Requirement
Your output must match the records exactly, line for line.

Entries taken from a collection
Start of Block

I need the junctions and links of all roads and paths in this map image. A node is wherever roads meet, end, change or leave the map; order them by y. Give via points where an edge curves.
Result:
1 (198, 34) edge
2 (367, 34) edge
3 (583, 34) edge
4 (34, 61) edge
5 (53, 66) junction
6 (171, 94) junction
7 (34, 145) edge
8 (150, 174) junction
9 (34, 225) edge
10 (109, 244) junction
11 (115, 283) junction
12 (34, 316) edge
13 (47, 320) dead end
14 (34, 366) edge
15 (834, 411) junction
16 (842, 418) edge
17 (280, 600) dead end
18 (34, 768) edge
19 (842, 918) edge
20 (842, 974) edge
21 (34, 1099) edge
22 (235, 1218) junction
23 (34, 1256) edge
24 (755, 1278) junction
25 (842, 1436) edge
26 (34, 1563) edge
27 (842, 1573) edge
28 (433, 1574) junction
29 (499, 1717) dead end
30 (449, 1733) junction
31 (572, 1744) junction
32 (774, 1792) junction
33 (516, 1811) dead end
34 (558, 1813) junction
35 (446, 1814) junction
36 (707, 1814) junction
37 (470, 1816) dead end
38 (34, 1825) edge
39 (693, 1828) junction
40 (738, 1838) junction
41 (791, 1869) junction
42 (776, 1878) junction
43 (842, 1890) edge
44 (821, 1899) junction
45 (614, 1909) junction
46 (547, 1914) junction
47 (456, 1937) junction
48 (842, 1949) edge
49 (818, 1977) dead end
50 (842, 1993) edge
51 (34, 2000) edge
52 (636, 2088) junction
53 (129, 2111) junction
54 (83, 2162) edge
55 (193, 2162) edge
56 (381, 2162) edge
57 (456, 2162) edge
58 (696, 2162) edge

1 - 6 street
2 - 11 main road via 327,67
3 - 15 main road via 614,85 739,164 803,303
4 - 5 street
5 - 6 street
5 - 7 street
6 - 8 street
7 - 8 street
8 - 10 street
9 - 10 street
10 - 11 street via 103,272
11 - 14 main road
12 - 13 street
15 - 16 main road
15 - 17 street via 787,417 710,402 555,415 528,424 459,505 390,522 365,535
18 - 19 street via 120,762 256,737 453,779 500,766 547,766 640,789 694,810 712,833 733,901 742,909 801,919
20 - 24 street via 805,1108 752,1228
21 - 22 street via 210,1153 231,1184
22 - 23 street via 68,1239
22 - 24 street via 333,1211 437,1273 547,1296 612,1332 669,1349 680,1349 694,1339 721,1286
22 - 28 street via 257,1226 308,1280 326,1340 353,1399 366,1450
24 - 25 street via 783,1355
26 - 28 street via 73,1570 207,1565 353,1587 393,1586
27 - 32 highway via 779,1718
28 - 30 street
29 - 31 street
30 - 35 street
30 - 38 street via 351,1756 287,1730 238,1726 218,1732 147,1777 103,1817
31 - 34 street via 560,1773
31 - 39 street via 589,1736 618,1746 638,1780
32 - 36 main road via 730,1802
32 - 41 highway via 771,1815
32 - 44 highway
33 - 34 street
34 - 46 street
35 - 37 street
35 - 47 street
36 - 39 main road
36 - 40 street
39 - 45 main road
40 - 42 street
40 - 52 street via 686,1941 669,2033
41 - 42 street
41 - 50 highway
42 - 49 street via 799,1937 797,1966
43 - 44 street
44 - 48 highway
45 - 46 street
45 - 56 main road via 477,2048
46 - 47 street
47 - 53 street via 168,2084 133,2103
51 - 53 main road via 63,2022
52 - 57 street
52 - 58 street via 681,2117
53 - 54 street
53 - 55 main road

End of Block

Task solution
I need the junctions and links of all roads and paths in this map image. A node is wherever roads meet, end, change or leave the map; order them by y. Give via points where an edge curves.
Result:
1 (198, 34) edge
2 (367, 34) edge
3 (583, 34) edge
4 (34, 61) edge
5 (53, 66) junction
6 (171, 94) junction
7 (34, 145) edge
8 (150, 174) junction
9 (34, 225) edge
10 (109, 244) junction
11 (115, 283) junction
12 (34, 316) edge
13 (47, 320) dead end
14 (34, 366) edge
15 (834, 411) junction
16 (842, 418) edge
17 (280, 600) dead end
18 (34, 768) edge
19 (842, 918) edge
20 (842, 974) edge
21 (34, 1099) edge
22 (235, 1218) junction
23 (34, 1256) edge
24 (755, 1278) junction
25 (842, 1436) edge
26 (34, 1563) edge
27 (842, 1573) edge
28 (433, 1574) junction
29 (499, 1717) dead end
30 (449, 1733) junction
31 (572, 1744) junction
32 (774, 1792) junction
33 (516, 1811) dead end
34 (558, 1813) junction
35 (446, 1814) junction
36 (707, 1814) junction
37 (470, 1816) dead end
38 (34, 1825) edge
39 (693, 1828) junction
40 (738, 1838) junction
41 (791, 1869) junction
42 (776, 1878) junction
43 (842, 1890) edge
44 (821, 1899) junction
45 (614, 1909) junction
46 (547, 1914) junction
47 (456, 1937) junction
48 (842, 1949) edge
49 (818, 1977) dead end
50 (842, 1993) edge
51 (34, 2000) edge
52 (636, 2088) junction
53 (129, 2111) junction
54 (83, 2162) edge
55 (193, 2162) edge
56 (381, 2162) edge
57 (456, 2162) edge
58 (696, 2162) edge

1 - 6 street
2 - 11 main road via 327,67
3 - 15 main road via 614,85 739,164 803,303
4 - 5 street
5 - 6 street
5 - 7 street
6 - 8 street
7 - 8 street
8 - 10 street
9 - 10 street
10 - 11 street via 103,272
11 - 14 main road
12 - 13 street
15 - 16 main road
15 - 17 street via 787,417 710,402 555,415 528,424 459,505 390,522 365,535
18 - 19 street via 120,762 256,737 453,779 500,766 547,766 640,789 694,810 712,833 733,901 742,909 801,919
20 - 24 street via 805,1108 752,1228
21 - 22 street via 210,1153 231,1184
22 - 23 street via 68,1239
22 - 24 street via 333,1211 437,1273 547,1296 612,1332 669,1349 680,1349 694,1339 721,1286
22 - 28 street via 257,1226 308,1280 326,1340 353,1399 366,1450
24 - 25 street via 783,1355
26 - 28 street via 73,1570 207,1565 353,1587 393,1586
27 - 32 highway via 779,1718
28 - 30 street
29 - 31 street
30 - 35 street
30 - 38 street via 351,1756 287,1730 238,1726 218,1732 147,1777 103,1817
31 - 34 street via 560,1773
31 - 39 street via 589,1736 618,1746 638,1780
32 - 36 main road via 730,1802
32 - 41 highway via 771,1815
32 - 44 highway
33 - 34 street
34 - 46 street
35 - 37 street
35 - 47 street
36 - 39 main road
36 - 40 street
39 - 45 main road
40 - 42 street
40 - 52 street via 686,1941 669,2033
41 - 42 street
41 - 50 highway
42 - 49 street via 799,1937 797,1966
43 - 44 street
44 - 48 highway
45 - 46 street
45 - 56 main road via 477,2048
46 - 47 street
47 - 53 street via 168,2084 133,2103
51 - 53 main road via 63,2022
52 - 57 street
52 - 58 street via 681,2117
53 - 54 street
53 - 55 main road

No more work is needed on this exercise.